Says O’Connell: “While others retracted we expanded.”

Taming county conflicts

In a county marked by divisive fights over new structures and new ideas, the Inn’s inventions might be expected to ignite the next culture war. In the 1990s, some local residents railed against the Inn’s postcard-perfect renovations and its parade of glitzy visitors. And the more recent displacement of the humble Country Cafe to make room for the upscale Patty O’s stirred resentful notes on the county’s RappNet listserv. But Washington residents have become accustomed to living in a company town, aware that the Inn generates as much as $600,000 in meals and lodging taxes for Washington’s coffers. A back-of-the-envelope calculation suggests that another 10 rooms would harvest an additional $100,000 in taxes for the town.

“It’s hard to imagine being critical of what they’ve done to date,” says Supervisor Keir Whitson, who represents Hampton District, which includes Washington. “They’re the economic anchor of our county.” And recent clashes suggest that citizens dread aggressive housing developers far more than affluent tourists, who, after all, return home without making lasting demands on local infrastructure or schools. 

Inn map

The Inn’s approach to expansion is as important as its contribution to local tax revenues.
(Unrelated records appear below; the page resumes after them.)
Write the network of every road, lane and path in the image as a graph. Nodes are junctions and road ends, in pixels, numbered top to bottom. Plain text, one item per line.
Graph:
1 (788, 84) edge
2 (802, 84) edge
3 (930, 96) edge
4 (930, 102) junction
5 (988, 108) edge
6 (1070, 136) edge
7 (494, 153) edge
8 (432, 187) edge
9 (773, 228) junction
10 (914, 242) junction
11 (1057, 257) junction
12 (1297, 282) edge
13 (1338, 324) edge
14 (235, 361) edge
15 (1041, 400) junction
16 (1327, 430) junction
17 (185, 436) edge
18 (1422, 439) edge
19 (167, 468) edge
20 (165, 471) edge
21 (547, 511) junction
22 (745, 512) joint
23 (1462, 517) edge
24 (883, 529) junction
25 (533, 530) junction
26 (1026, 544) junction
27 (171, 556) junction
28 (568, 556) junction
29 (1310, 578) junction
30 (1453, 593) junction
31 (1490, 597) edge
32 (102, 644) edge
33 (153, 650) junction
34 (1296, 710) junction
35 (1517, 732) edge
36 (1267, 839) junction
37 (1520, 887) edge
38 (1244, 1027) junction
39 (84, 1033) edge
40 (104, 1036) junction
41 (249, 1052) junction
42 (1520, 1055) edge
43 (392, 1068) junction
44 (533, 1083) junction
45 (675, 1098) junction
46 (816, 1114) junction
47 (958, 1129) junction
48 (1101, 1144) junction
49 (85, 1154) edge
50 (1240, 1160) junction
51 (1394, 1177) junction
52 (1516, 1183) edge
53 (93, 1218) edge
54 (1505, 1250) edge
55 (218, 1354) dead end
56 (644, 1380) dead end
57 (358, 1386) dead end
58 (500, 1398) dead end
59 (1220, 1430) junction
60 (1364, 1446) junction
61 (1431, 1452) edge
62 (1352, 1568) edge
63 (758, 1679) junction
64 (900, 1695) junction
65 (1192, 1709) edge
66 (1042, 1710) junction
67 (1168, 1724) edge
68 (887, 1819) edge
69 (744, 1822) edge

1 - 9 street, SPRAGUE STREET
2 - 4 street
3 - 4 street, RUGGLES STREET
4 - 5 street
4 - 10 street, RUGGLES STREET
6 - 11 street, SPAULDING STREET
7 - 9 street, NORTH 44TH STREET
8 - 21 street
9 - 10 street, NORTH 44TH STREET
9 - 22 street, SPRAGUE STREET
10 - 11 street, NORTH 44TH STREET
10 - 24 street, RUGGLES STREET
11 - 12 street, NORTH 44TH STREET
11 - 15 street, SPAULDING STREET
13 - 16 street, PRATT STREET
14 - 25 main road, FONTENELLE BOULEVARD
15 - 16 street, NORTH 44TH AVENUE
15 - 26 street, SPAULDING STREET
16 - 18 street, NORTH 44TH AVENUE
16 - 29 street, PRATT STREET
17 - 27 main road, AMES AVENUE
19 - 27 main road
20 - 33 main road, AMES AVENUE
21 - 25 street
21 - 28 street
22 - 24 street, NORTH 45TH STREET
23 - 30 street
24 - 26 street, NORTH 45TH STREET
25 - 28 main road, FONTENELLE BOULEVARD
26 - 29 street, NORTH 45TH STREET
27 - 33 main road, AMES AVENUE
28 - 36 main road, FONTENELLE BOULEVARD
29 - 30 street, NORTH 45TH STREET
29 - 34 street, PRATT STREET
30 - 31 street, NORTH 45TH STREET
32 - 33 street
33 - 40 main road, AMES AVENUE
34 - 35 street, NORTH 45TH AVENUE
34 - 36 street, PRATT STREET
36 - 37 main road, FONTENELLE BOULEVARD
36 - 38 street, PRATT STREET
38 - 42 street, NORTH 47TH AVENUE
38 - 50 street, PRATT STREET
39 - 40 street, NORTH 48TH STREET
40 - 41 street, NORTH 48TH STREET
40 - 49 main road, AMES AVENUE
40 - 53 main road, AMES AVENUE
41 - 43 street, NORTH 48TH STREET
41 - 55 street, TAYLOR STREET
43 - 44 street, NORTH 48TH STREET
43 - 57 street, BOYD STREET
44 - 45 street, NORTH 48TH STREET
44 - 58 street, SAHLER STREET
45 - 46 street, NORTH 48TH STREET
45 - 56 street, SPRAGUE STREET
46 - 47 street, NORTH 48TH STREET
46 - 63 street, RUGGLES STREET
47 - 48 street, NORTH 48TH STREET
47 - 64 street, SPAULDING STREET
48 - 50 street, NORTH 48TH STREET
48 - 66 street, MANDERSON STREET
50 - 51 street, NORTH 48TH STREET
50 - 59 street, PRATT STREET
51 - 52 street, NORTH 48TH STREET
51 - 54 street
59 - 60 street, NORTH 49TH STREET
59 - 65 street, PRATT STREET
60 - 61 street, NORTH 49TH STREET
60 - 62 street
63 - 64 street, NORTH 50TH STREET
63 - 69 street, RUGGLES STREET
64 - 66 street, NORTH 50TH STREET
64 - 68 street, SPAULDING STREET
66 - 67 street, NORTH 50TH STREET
Its growth has been incremental, and concentrated on rescuing existing buildings from neglect. Starting with O’Connell’s conversion of the gas station that became the original restaurant in 1978, “he hasn’t built a lot of new stuff,” Whitson points out. “He’s repurposed old stuff. That’s the way to go.” 

Discussing the current expansion plans, Fasce envisions the new projects taking shape within the Inn’s current footprint by renovating buildings the enterprise already owns, or making use of in-fill parcels that might connect them. The exception would be the planned fulfillment center along U.S. Route 211, which would also accommodate trucks and service vehicles involved in the Inn’s daily operations.

The Inn’s expansion plans will face scrutiny by the Washington Planning Commission, zoning authorities and the town’s Architectural Review Board. The Inn’s ambitions also will figure in the just-launched discussions on Washington’s next Comprehensive Plan. The planned structure along Route 211 will be subject to the normal zoning and land-use reviews at the county level.

Caroline Anstey, chair of the Washington Planning Commission, is hopeful that the growth plans can be successfully knit into the fabric of the town, and specifically, within the Inn’s current footprint. But she recognizes the need for businesses and structures designed to meet local needs. “Residents want community, with their own social events and cultural events,” she says, and she notes that with the loss of Tula’s, a popular Gay Street eatery, and the inactivity at the theaters because of COVID-19, Washington has seemed unusually sleepy outside the Inn and Patty O’s.

There is one element of the expansion plan she applauds unequivocally – the Inn’s plan to move trucks and service equipment to the new site along Route 211. “This is a huge plus for the town,” she says.